§ **Task description**
Please copy each line of the listing that includes the string "Moctezuma".

§ **Given records**
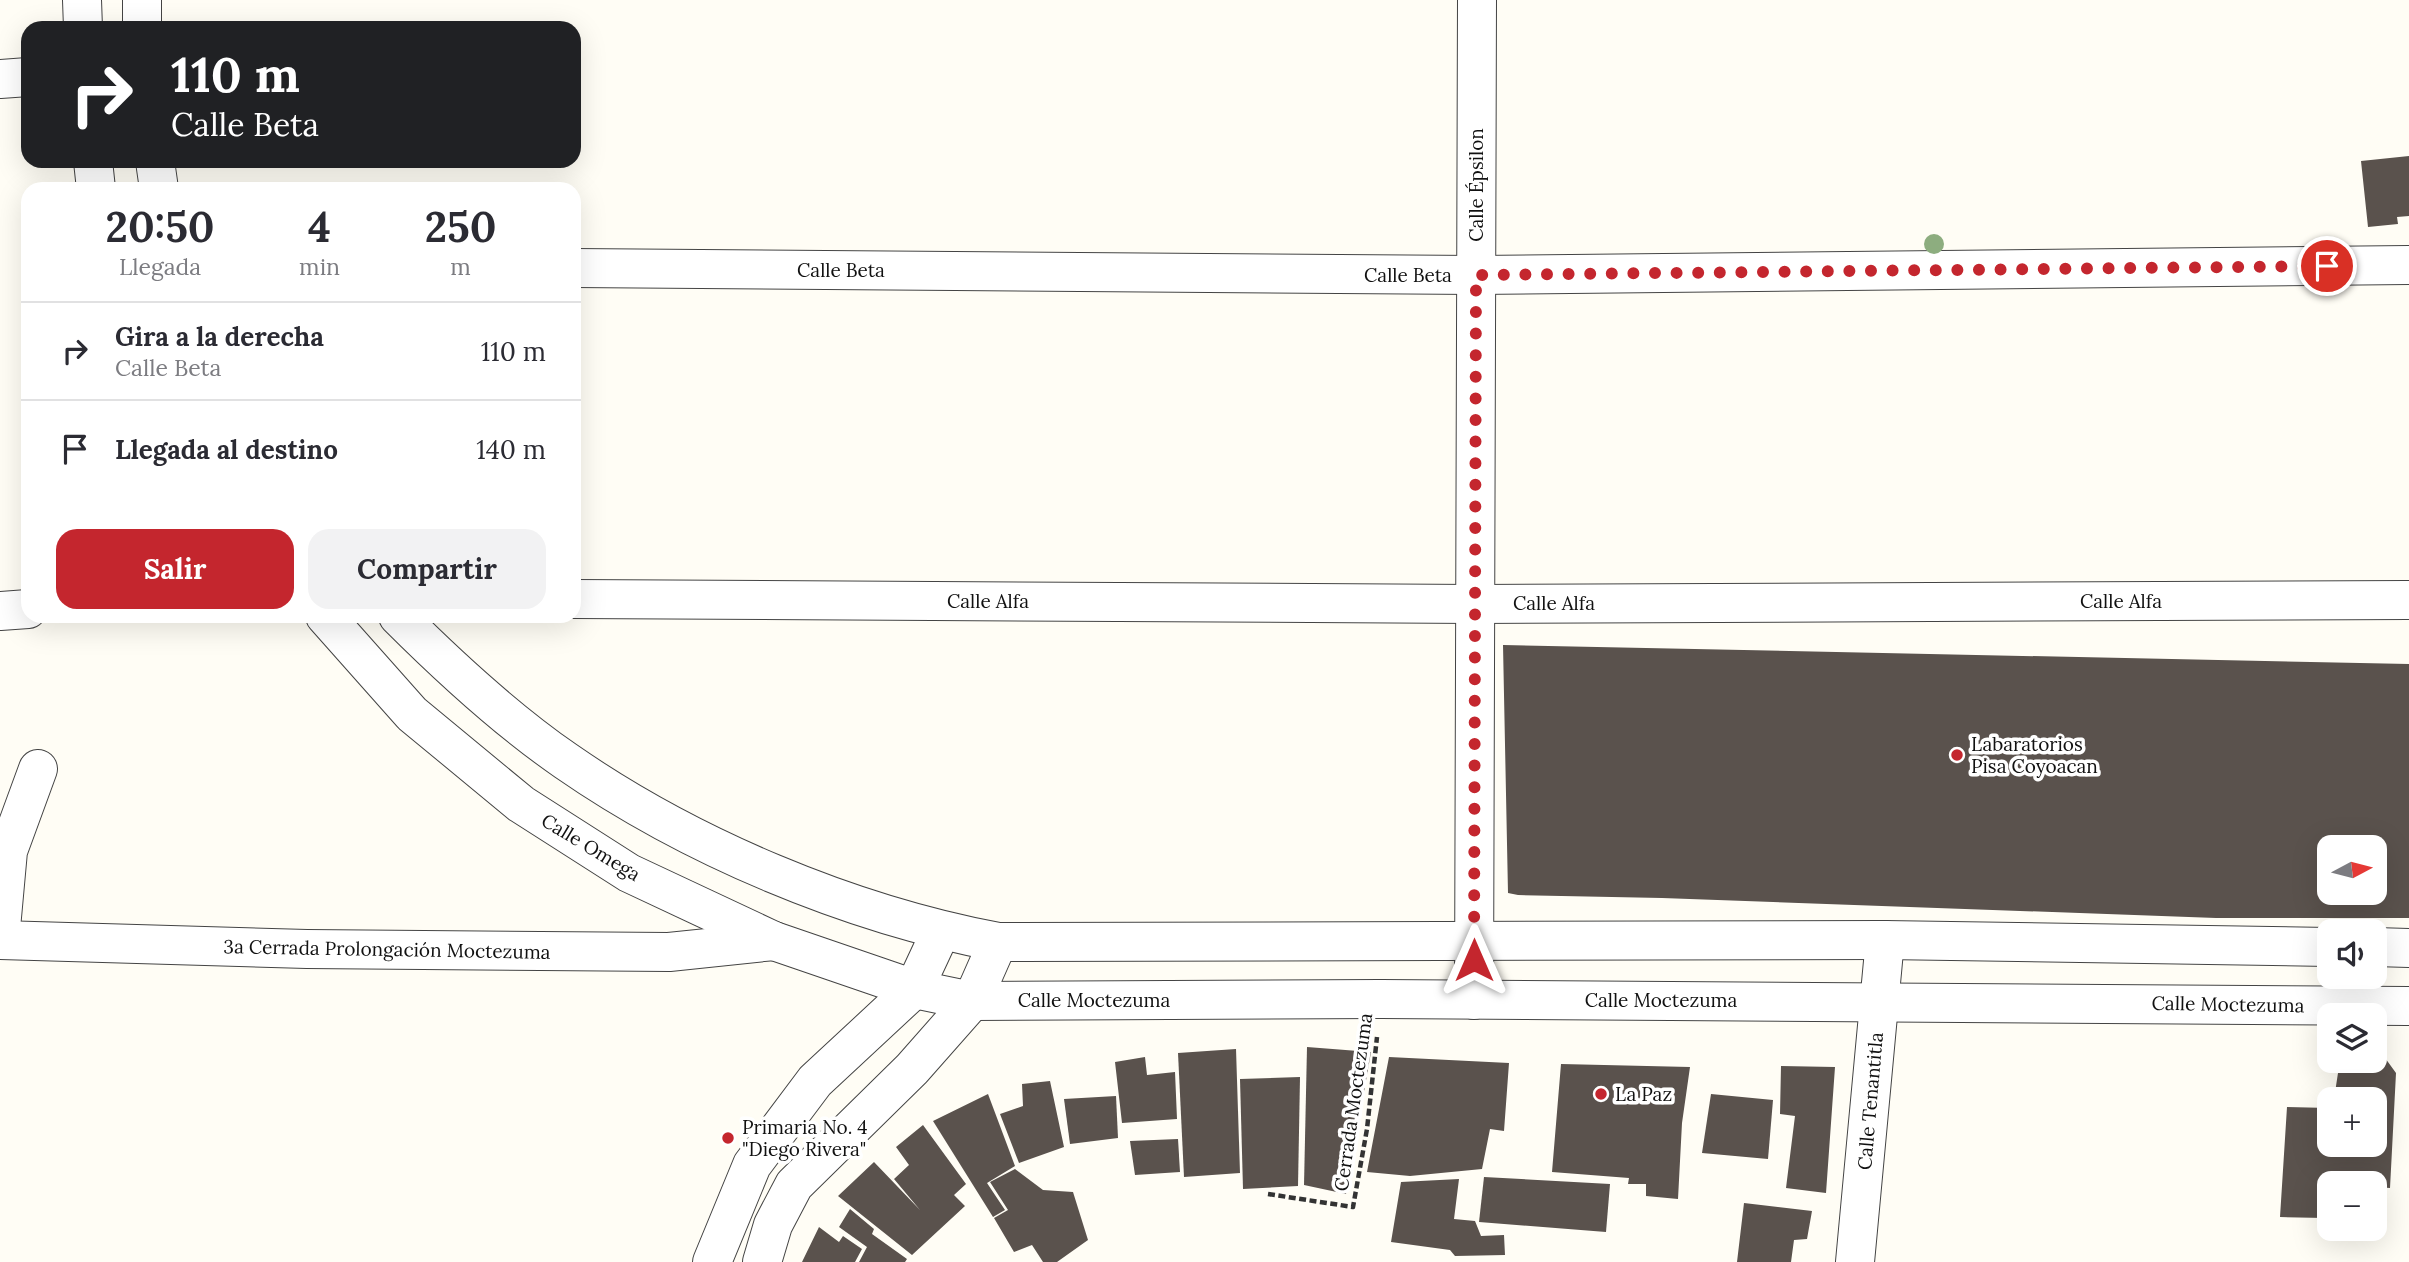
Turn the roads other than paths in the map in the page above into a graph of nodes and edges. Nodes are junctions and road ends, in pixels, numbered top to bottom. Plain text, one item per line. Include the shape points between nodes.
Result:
1 (82, 0) edge
2 (142, 0) edge
3 (1477, 0) edge
4 (83, 21) edge
5 (142, 21) edge
6 (21, 78) edge
7 (0, 79) edge
8 (2409, 265) edge
9 (581, 268) edge
10 (1476, 275) junction
11 (581, 599) edge
12 (2409, 600) edge
13 (1475, 604) junction
14 (21, 610) edge
15 (0, 611) edge
16 (332, 623) edge
17 (405, 623) edge
18 (38, 769) dead end
19 (941, 931) junction
20 (0, 939) edge
21 (1473, 939) junction
22 (1885, 940) junction
23 (774, 942) junction
24 (998, 942) junction
25 (2317, 947) edge
26 (2387, 947) edge
27 (2409, 948) edge
28 (915, 989) junction
29 (1474, 1000) junction
30 (972, 1001) junction
31 (1879, 1001) junction
32 (2409, 1006) edge
33 (712, 1262) edge
34 (762, 1262) edge
35 (1855, 1262) edge

1 - 4 street
2 - 5 street
3 - 10 street, Calle Épsilon
6 - 7 street
8 - 10 street, Calle Beta
9 - 10 street, Calle Beta
10 - 13 street, Calle Épsilon
11 - 13 street, Calle Alfa
12 - 13 street, Calle Alfa
13 - 21 street, Calle Épsilon
14 - 15 street
16 - 23 street, Calle Omega via 412,714 521,804 629,873
17 - 19 street via 464,681 555,753 660,821 796,883
18 - 20 street via 8,851
19 - 24 street
19 - 28 street
20 - 23 street, 3a Cerrada Prolongación Moctezuma via 307,949 668,952
21 - 22 street
21 - 24 street
21 - 29 street, Calle Épsilon
22 - 25 street
22 - 31 street, Calle Tenantitla
23 - 28 street, Calle Omega
24 - 30 street
26 - 27 street
28 - 30 street, Calle Moctezuma
28 - 33 street via 816,1081 752,1165
29 - 30 street, Calle Moctezuma
29 - 31 street, Calle Moctezuma
30 - 34 street via 912,1069 794,1185 773,1225
31 - 32 street, Calle Moctezuma
31 - 35 street, Calle Tenantitla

§ **Response to the exercise**
20 - 23 street, 3a Cerrada Prolongación Moctezuma via 307,949 668,952
28 - 30 street, Calle Moctezuma
29 - 30 street, Calle Moctezuma
29 - 31 street, Calle Moctezuma
31 - 32 street, Calle Moctezuma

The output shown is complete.